Nous sommes tombés récemment sur un rapport de BridgeStreet Global Hospitality réalisé en 2014 et nous avons décidé de vous faire part de leurs conclusions. Selon ce rapport d’étude, il fait état que 60 pour cent des voyageurs ont déclaré avoir pris des voyages bleisure, avec 30 pour cent ajoutant au moins deux jours supplémentaires à leur voyage. Ceux qui l’ont fait disent que c’est un moyen de travailler plus efficacement et qui dégage une partie du stress des voyages d’affaires tout en les maintenant plus détendus pour les rencontres d’affaires qu’ils font sur leur destination.

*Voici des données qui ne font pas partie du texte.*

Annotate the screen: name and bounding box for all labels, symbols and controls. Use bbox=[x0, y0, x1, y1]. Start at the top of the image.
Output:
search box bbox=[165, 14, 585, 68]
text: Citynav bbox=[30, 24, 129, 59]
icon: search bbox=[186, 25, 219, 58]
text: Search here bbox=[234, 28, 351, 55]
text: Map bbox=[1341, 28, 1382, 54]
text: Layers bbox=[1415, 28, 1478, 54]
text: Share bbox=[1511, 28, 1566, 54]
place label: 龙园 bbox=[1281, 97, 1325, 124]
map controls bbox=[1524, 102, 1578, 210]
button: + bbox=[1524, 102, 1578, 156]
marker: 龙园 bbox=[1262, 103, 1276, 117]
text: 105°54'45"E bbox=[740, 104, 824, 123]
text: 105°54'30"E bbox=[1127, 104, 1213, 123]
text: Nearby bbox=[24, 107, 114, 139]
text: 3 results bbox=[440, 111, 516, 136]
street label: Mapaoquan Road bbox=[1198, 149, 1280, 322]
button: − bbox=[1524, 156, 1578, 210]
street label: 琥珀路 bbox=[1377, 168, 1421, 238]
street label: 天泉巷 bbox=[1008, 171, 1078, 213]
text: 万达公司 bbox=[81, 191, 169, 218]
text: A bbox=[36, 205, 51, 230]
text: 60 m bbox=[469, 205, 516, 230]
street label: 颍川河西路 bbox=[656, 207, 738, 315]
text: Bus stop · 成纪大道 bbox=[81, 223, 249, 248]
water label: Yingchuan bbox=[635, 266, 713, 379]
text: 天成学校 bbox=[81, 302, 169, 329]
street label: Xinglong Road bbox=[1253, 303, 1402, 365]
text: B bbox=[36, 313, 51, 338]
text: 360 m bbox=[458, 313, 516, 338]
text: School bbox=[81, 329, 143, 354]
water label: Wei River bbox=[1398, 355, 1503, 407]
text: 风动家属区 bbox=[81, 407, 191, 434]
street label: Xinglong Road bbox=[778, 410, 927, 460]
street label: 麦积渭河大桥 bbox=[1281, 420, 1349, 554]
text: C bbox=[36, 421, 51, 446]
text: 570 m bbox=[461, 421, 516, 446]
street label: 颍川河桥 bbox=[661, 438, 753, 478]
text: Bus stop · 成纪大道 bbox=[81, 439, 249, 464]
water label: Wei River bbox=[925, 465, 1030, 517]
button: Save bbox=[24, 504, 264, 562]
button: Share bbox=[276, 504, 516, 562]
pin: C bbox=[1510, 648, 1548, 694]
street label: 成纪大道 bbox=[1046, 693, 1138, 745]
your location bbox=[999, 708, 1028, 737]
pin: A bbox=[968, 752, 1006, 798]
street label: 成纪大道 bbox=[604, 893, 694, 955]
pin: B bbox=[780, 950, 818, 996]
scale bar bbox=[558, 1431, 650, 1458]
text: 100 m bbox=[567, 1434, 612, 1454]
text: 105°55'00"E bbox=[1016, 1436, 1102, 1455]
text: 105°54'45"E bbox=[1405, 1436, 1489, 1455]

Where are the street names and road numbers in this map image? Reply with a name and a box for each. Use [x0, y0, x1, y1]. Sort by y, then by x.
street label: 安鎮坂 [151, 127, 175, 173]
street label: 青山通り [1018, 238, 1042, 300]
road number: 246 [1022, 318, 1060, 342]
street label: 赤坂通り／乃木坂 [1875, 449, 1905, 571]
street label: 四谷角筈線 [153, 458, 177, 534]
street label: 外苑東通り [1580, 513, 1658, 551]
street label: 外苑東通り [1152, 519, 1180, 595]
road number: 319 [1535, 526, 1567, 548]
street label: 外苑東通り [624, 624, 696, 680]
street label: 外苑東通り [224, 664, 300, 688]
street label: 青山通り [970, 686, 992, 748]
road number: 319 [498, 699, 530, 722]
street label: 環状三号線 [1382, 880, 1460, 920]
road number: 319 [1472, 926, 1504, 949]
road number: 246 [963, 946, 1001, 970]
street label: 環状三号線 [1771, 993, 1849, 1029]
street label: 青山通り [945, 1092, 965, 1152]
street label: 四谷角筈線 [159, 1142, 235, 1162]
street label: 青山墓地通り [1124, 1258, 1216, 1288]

Bien que cette étude deviennent rapidement ancienne ces chiffres sont intéressants à comprendre dans le contexte actuel car nous n’avons pas encore vu de nouveaux positionnements, notamment sur l’hôtellerie.


Quelques statistiques

Selon l’enquête BridgeStreet, les voyageurs de bleisure sont presque uniformément divisés mâles et femelles, la plupart tombant dans le groupe d’âge de 45 à 54 ans. Plus important encore, le deuxième plus grand groupe était de 25 à 35 ans, représentant des millénaires habitués à un style de vie numérique floue. Cette génération connectée en permanence est plus apte à déployer une mentalité d’entreprise mixte avec plaisir. Par exemple, selon leur prévision des tendances, ils sont plus susceptibles de transformer une soirée en une occasion de réseautage.

Et les déplacements continuent de croître: 60 pour cent des répondants de BridgeStreet étaient plus susceptibles à consommer leurs prochains voyages avec une pointe de loisirs. Ce pourcentage est encore plus élevé chez les jeunes voyageurs d’affaires. Indépendamment de l’âge, 94 pour cent ont déclaré qu’ils le font pour acquérir des expériences culturelles et explorer les villes fans lesquelles ils se rendent. En outre, près de 55 pour cent des voyageurs bleisure amènent des membres de leur famille avec eux, alors qu’environ 29 pour cent ont dit qu’ils n’en avaient pas l’intention mais qu’ils le prévoyaient.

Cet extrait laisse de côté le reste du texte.